(Your goal): Copy exactly, please, each line of the data below until the line that contains "ring pip: (539, 771)" has been copied, beginning at the top.
•••
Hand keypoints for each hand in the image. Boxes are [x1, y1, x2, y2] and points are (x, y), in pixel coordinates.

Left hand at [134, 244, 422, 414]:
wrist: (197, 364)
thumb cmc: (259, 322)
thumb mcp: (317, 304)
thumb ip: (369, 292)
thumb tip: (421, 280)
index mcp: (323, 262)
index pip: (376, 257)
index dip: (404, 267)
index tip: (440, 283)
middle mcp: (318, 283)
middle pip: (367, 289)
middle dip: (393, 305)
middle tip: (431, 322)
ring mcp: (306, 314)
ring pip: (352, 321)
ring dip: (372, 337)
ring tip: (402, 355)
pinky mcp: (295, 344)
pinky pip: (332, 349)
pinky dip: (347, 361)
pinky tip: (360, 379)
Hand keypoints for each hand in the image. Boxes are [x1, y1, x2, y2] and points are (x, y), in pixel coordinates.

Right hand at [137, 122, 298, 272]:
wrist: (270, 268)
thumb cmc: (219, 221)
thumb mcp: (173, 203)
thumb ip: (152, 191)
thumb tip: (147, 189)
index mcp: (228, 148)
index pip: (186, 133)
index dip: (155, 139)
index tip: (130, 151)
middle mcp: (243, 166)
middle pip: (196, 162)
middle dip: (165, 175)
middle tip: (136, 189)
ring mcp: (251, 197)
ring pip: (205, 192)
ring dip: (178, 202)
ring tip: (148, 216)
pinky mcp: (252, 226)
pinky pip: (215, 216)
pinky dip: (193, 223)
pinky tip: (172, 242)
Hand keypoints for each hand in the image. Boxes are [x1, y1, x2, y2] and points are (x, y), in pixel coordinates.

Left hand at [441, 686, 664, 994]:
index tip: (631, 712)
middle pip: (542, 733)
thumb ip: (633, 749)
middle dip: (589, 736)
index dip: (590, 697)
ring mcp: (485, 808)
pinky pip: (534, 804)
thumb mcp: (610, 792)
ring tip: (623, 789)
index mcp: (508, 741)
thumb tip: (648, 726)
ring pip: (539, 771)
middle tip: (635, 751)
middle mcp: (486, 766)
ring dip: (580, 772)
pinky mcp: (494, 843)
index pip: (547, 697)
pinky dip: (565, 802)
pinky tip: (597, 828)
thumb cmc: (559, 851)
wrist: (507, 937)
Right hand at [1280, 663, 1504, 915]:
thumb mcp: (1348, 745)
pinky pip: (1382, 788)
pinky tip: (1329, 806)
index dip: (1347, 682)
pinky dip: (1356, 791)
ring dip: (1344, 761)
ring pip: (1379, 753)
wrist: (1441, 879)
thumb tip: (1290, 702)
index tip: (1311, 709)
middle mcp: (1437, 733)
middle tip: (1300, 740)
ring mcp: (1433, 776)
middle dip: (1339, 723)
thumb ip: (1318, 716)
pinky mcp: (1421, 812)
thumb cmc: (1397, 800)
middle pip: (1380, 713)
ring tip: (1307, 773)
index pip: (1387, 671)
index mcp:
•••
(Solution to the problem):
Hand keypoints for each hand in the image. Boxes are [x1, y1, x2, y2] and points are (x, y), in pixel coordinates.

Left hand at [134, 244, 422, 414]:
wrist: (197, 364)
thumb cmc: (259, 322)
thumb mcp: (317, 304)
thumb ip: (369, 292)
thumb tip: (421, 280)
index mcp: (323, 262)
index pip: (376, 257)
index dip: (404, 267)
index tip: (440, 283)
middle mcp: (318, 283)
middle pip: (367, 289)
middle dip: (393, 305)
middle tip: (431, 322)
ring mcp: (306, 314)
ring pip: (352, 321)
ring dip: (372, 337)
ring tip: (402, 355)
pinky mcp: (295, 344)
pinky pip: (332, 349)
pinky dip: (347, 361)
pinky tip: (360, 379)
Hand keypoints for each hand in the image. Boxes are [x1, y1, x2, y2] and points are (x, y), in pixel coordinates.

Right hand at [137, 122, 298, 272]:
wrist: (270, 268)
thumb cmc: (219, 221)
thumb mcp: (173, 203)
thumb ip: (152, 191)
thumb tip: (147, 189)
index mcp: (228, 148)
index pip: (186, 133)
index dip: (155, 139)
index tip: (130, 151)
middle mcp: (243, 166)
middle pip: (196, 162)
middle dip: (165, 175)
middle tip: (136, 189)
ring mcp: (251, 197)
ring pip: (205, 192)
ring dip: (178, 202)
ring tip: (148, 216)
pinky mcp: (252, 226)
pinky pip: (215, 216)
pinky dip: (193, 223)
pinky tip: (172, 242)
Hand keypoints for each hand in the image. Boxes are [x1, y1, x2, y2] and points are (x, y), in pixel coordinates.

Left hand at [441, 686, 664, 994]:
index tip: (631, 712)
middle pip: (542, 733)
thumb ip: (633, 749)
middle dip: (589, 736)
index dip: (590, 697)
ring mcp: (485, 808)
pinky pip: (534, 804)
thumb mcp: (610, 792)
ring tip: (623, 789)
index mcp: (508, 741)
thumb tip: (648, 726)
ring pip: (539, 771)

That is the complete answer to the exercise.